Al Qaeda claims Iraq prison raid freed 500 members

BAGHDAD - Al Qaeda claimed responsibility on Tuesday for simultaneous raids on two Iraqi prisons and said more than 500 inmates had been set free in the operation, one of its most brazen in Iraq.

The Islamic State of Iraq and the Levant, formed earlier this year through a merger of al Qaeda's affiliates in Syria and Iraq, said it had stormed the high-security jails after months of preparation.

Monday's attacks came exactly a year after the leader of al Qaeda's Iraqi branch, Abu Bakr al-Baghdadi, launched a "Breaking the Walls" campaign that made freeing its imprisoned members a top priority, the group said in a statement.

Sunni Islamist militants have in recent months been regaining momentum in their insurgency against Iraq's Shi'ite-led government, which came to power after the US invasion to oust Saddam Hussein.
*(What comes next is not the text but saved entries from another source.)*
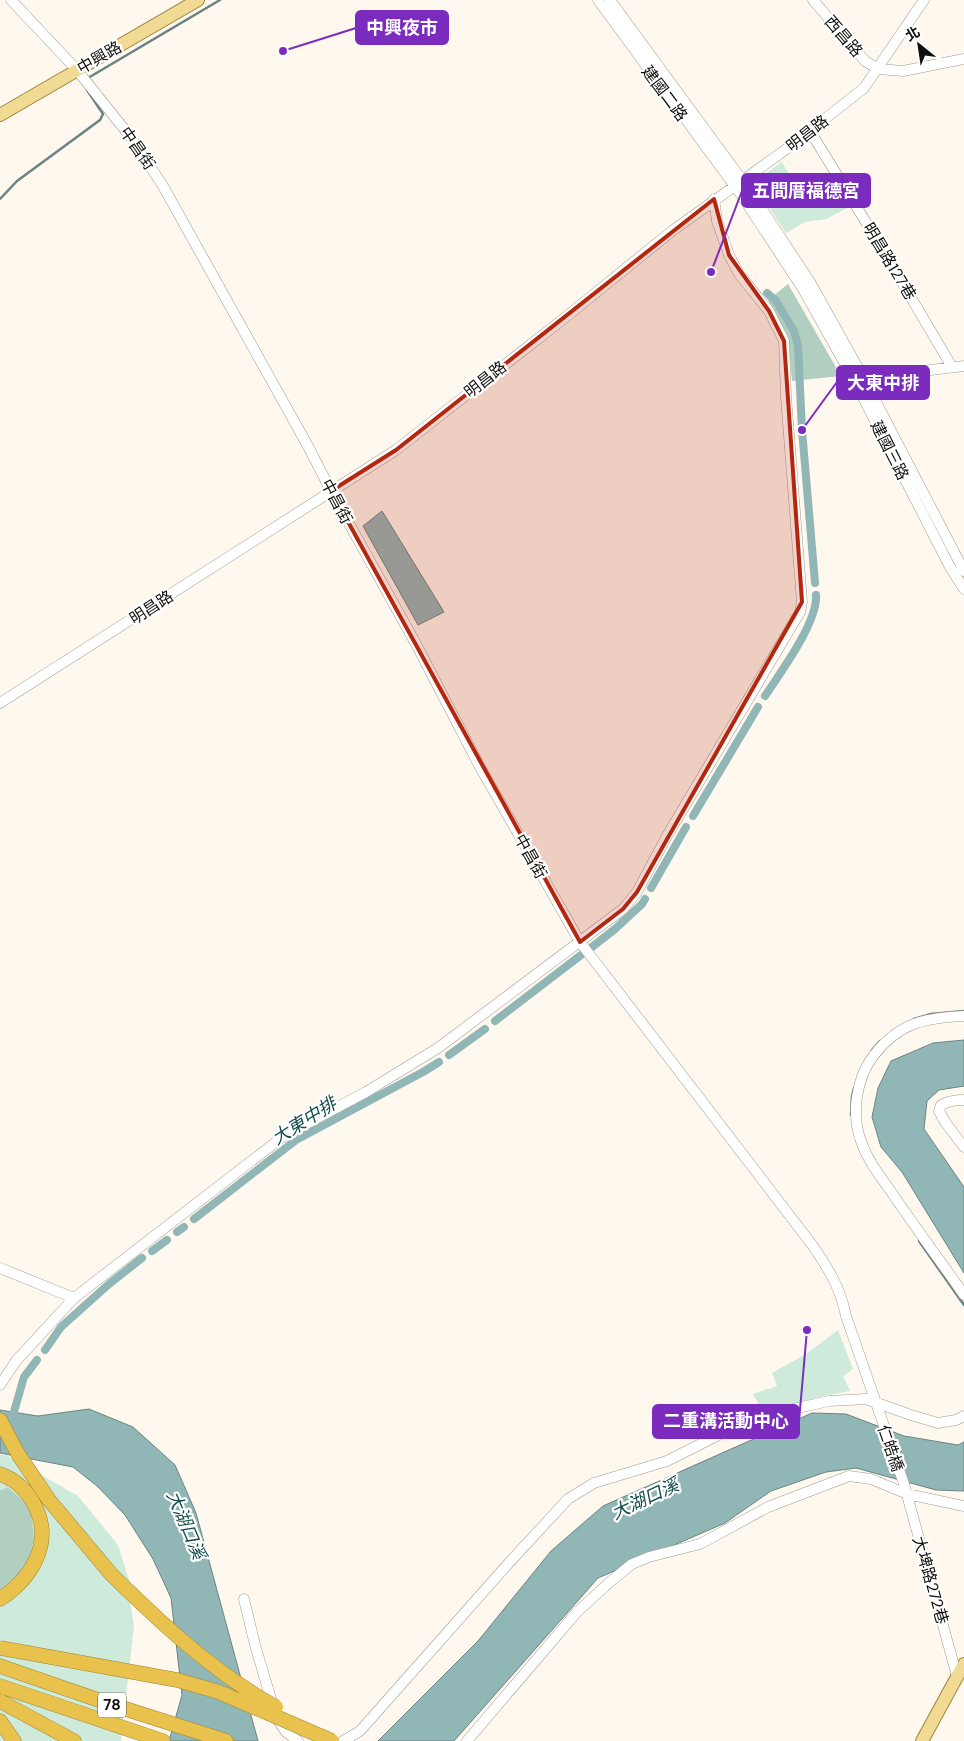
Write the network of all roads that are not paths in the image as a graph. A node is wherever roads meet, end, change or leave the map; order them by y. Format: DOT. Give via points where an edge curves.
graph roads {
  1 [pos="11,0"];
  2 [pos="198,0"];
  3 [pos="598,0"];
  4 [pos="610,0"];
  5 [pos="813,0"];
  6 [pos="924,0"];
  7 [pos="964,59"];
  8 [pos="878,68"];
  9 [pos="82,77"];
  10 [pos="0,114"];
  11 [pos="810,131"];
  12 [pos="738,183"];
  13 [pos="714,200"];
  14 [pos="964,366"];
  15 [pos="952,367"];
  16 [pos="858,378"];
  17 [pos="331,492"];
  18 [pos="959,565"];
  19 [pos="964,588"];
  20 [pos="0,703"];
  21 [pos="580,942"];
  22 [pos="964,1016"];
  23 [pos="964,1100"];
  24 [pos="964,1147"];
  25 [pos="0,1268"];
  26 [pos="964,1295"];
  27 [pos="74,1298"];
  28 [pos="0,1385"];
  29 [pos="876,1402"];
  30 [pos="964,1416"];
  31 [pos="0,1420"];
  32 [pos="0,1474"];
  33 [pos="905,1489"];
  34 [pos="964,1506"];
  35 [pos="0,1599"];
  36 [pos="244,1599"];
  37 [pos="0,1648"];
  38 [pos="964,1664"];
  39 [pos="0,1666"];
  40 [pos="957,1676"];
  41 [pos="0,1686"];
  42 [pos="0,1701"];
  43 [pos="0,1721"];
  44 [pos="14,1741"];
  45 [pos="74,1741"];
  46 [pos="163,1741"];
  47 [pos="226,1741"];
  48 [pos="298,1741"];
  49 [pos="333,1741"];
  50 [pos="344,1741"];
  51 [pos="467,1741"];
  52 [pos="922,1741"];
  1 -- 9 [label="street, 中昌街"];
  2 -- 9 [label="main road, 中興路"];
  3 -- 12 [label="street, 建國二路"];
  4 -- 12 [label="street, 建國二路"];
  5 -- 8 [label="street, 西昌路" via="865,61"];
  6 -- 8 [label="street, 明昌路"];
  7 -- 8 [label="street" via="903,71"];
  8 -- 11 [label="street, 明昌路" via="864,88"];
  9 -- 10 [label="main road, 中興路"];
  9 -- 17 [label="street, 中昌街" via="133,140 164,186"];
  11 -- 12 [label="street, 明昌路"];
  11 -- 15 [label="street, 明昌路127巷"];
  12 -- 13 [label="street, 明昌路"];
  12 -- 16 [label="street, 建國三路" via="810,282"];
  13 -- 17 [label="street, 明昌路" via="407,441"];
  13 -- 21 [label="street" via="729,255 769,312 784,341 802,602 800,612 637,892 623,909"];
  14 -- 15 [label="street"];
  15 -- 16 [label="street"];
  16 -- 18 [label="street, 建國三路"];
  17 -- 20 [label="street, 明昌路"];
  17 -- 21 [label="street, 中昌街" via="480,767"];
  18 -- 19 [label="street, 建國三路"];
  21 -- 27 [label="street" via="438,1048 366,1092 285,1135"];
  21 -- 29 [label="street, 中昌街" via="832,1274"];
  22 -- 26 [label="street" via="932,1018 904,1028 881,1046 862,1075 856,1101 856,1119 865,1152"];
  23 -- 24 [label="street" via="945,1103 939,1111"];
  25 -- 27 [label="street"];
  27 -- 28 [label="street" via="16,1361"];
  29 -- 30 [label="street" via="938,1423"];
  29 -- 33 [label="street, 仁皓橋"];
  29 -- 50 [label="street" via="866,1399 829,1401 752,1418 667,1461 594,1483 568,1499 360,1731"];
  31 -- 49 [label="highway, bridge" via="49,1500 111,1574 158,1620 260,1698"];
  32 -- 35 [label="highway" via="21,1485 40,1518 43,1534 31,1570 13,1591"];
  33 -- 34 [label="street"];
  33 -- 40 [label="street, 大埤路272巷"];
  33 -- 51 [label="street" via="849,1476 768,1507 700,1544 632,1564 577,1612"];
  36 -- 48 [label="street" via="277,1719"];
  37 -- 49 [label="highway, bridge" via="177,1680 219,1692"];
  38 -- 40 [label="main road"];
  39 -- 47 [label="highway, 78"];
  40 -- 52 [label="main road"];
  41 -- 46 [label="highway, 78"];
  42 -- 45 [label="highway"];
  43 -- 44 [label="highway"];
}
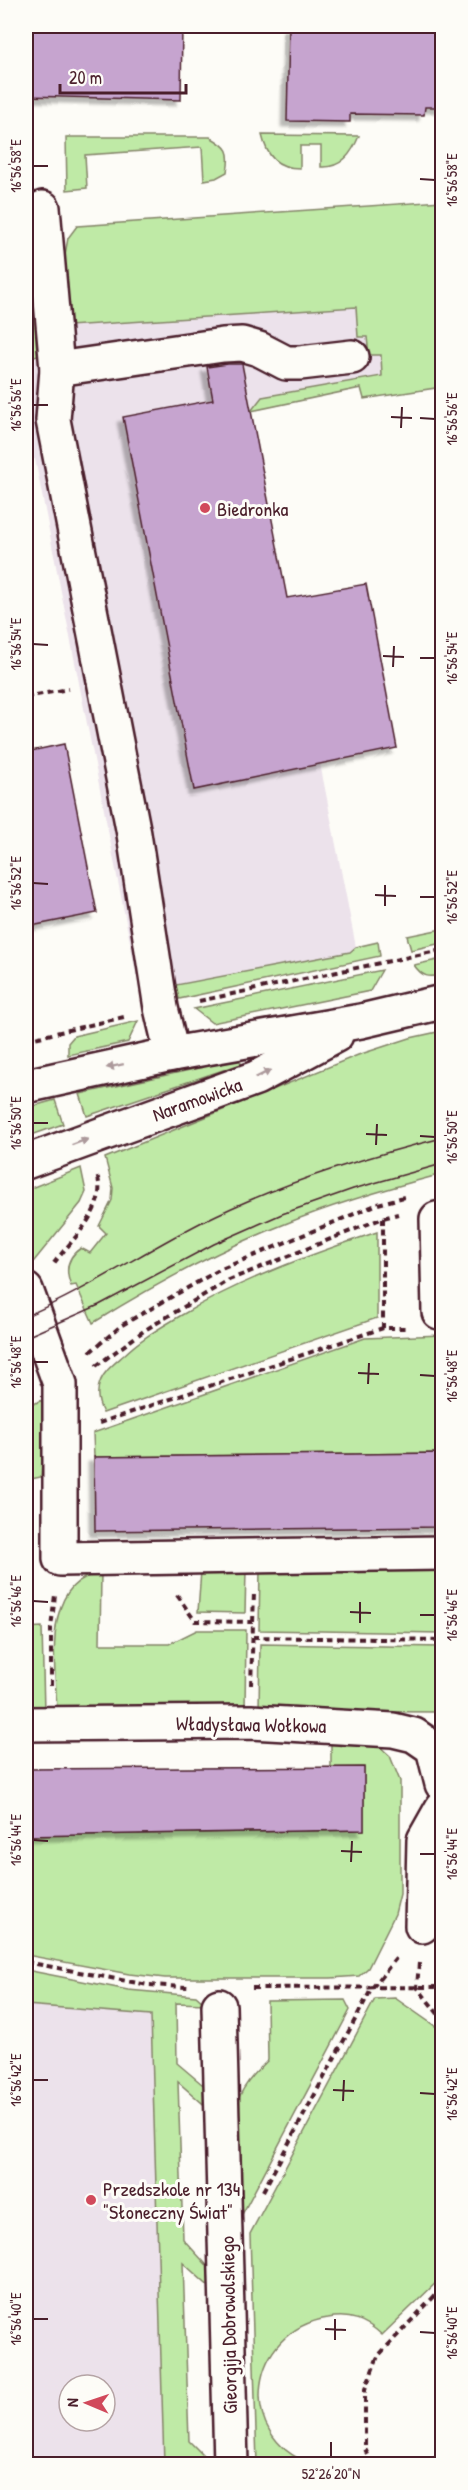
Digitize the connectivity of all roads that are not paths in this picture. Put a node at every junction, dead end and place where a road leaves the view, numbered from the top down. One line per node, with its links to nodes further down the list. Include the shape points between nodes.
1 (43, 208): 3 (street)
2 (352, 357): 3 (street, via 286,363 242,344)
3 (57, 369): 6 (street, via 53,420 134,834 161,1008)
4 (442, 1002): 5 (street, Naramowicka)
5 (361, 1021): 6 (street, Naramowicka); 8 (street, Naramowicka, one-way to 5, via 256,1078)
6 (172, 1053): 7 (street, Naramowicka, one-way to 7)
7 (26, 1086)
8 (26, 1162)
9 (442, 1218): 11 (street, via 437,1219)
10 (37, 1279): 12 (street, via 60,1384 60,1559)
11 (442, 1312)
12 (442, 1553)
13 (26, 1724): 14 (street, Władysława Wołkowa, via 251,1722 393,1730 414,1735 434,1748)
14 (442, 1784)
15 (442, 1808): 16 (street, via 424,1840)
16 (422, 1926)
17 (230, 1997): 18 (street, Gieorgija Dobrowolskiego)
18 (231, 2464)

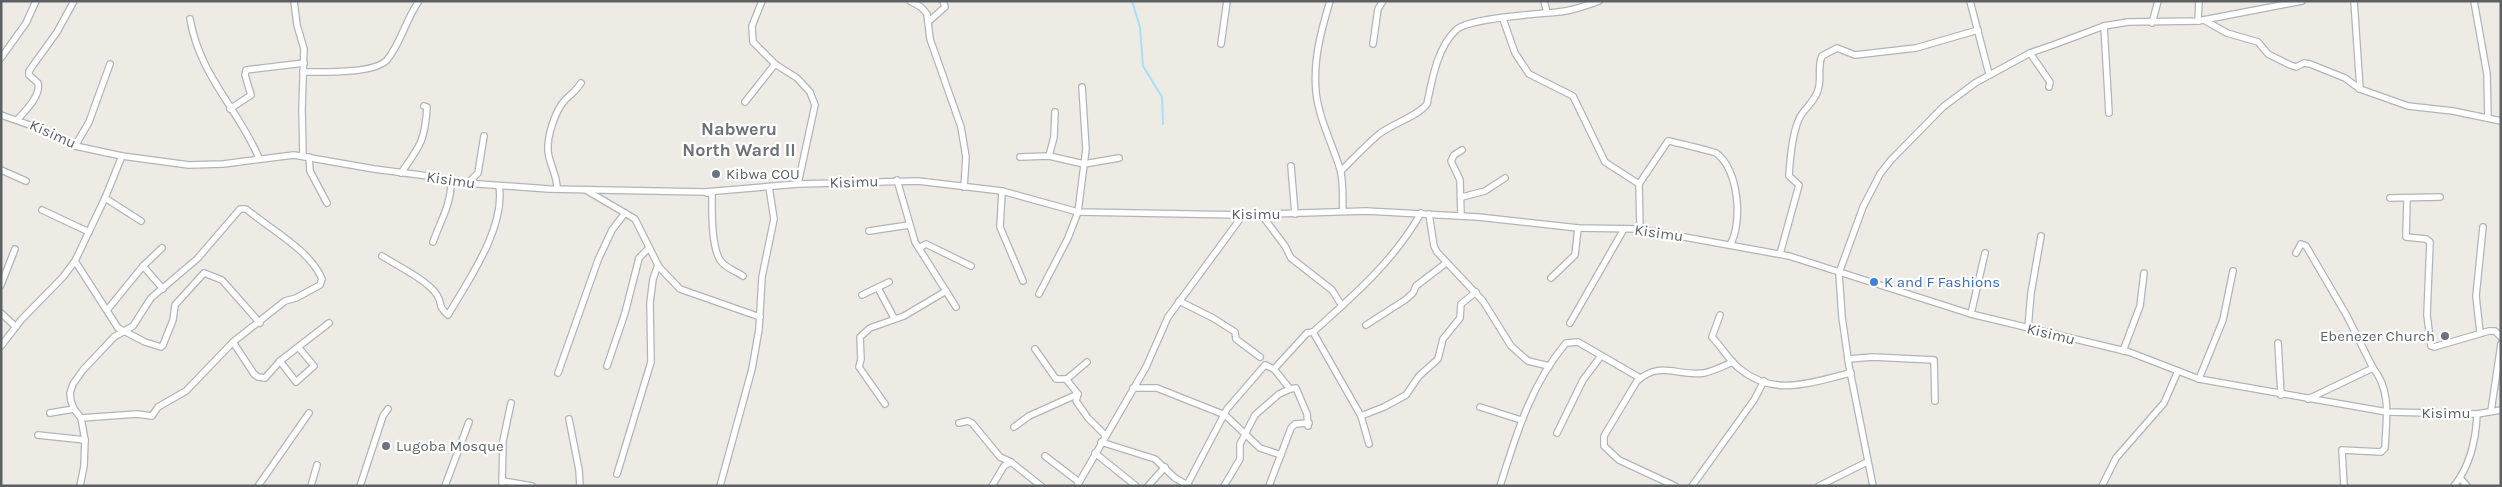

The group said it had deployed suicide attackers, rockets, and 12 car bombs, killing 120 Iraqi guards and SWAT forces in the attacks in Taji and Abu Ghraib, the prison made notorious a decade ago by photographs showing abuse of prisoners by US soldiers.

"In response to the call of the mujahid (holy warrior) Sheikh Abu Bakr al-Baghdadi to seal the blessed plan of "Breaking the Walls"... the mujahideen brigades set off after months of preparation and planning to target two of the biggest prisons of the Safavid government," read the statement posted on militant forums.

Safavid is a reference to the dynasty that ruled Iran from the 16th to 18th centuries and is used by hardline Sunnis as a derogatory term for Shi'ite Muslims.

Sectarian tensions across the region have been inflamed by the civil war in Syria, which has drawn in Shi'ite and Sunni fighters from Iraq and beyond to fight against each other.

The violence has raised fears of a return to full-blown conflict in Iraq, where ethnic Kurds, Shi'ites and Sunnis have yet to find a stable way of sharing power.

Meanwhile insurgents have been regrouping and gaining recruits from the country's Sunni minority, which resents Shi'ite domination since Saddam's overthrow.

Some politicians said the prison assaults showed the government was losing its grip on security. So far in July, almost 700 people have been killed in militant attacks, according to violence monitoring group Iraq Body Count.

That is still well below the height of Sunni-Shi'ite bloodletting that followed the US invasion, when the monthly death toll sometimes topped 3,000.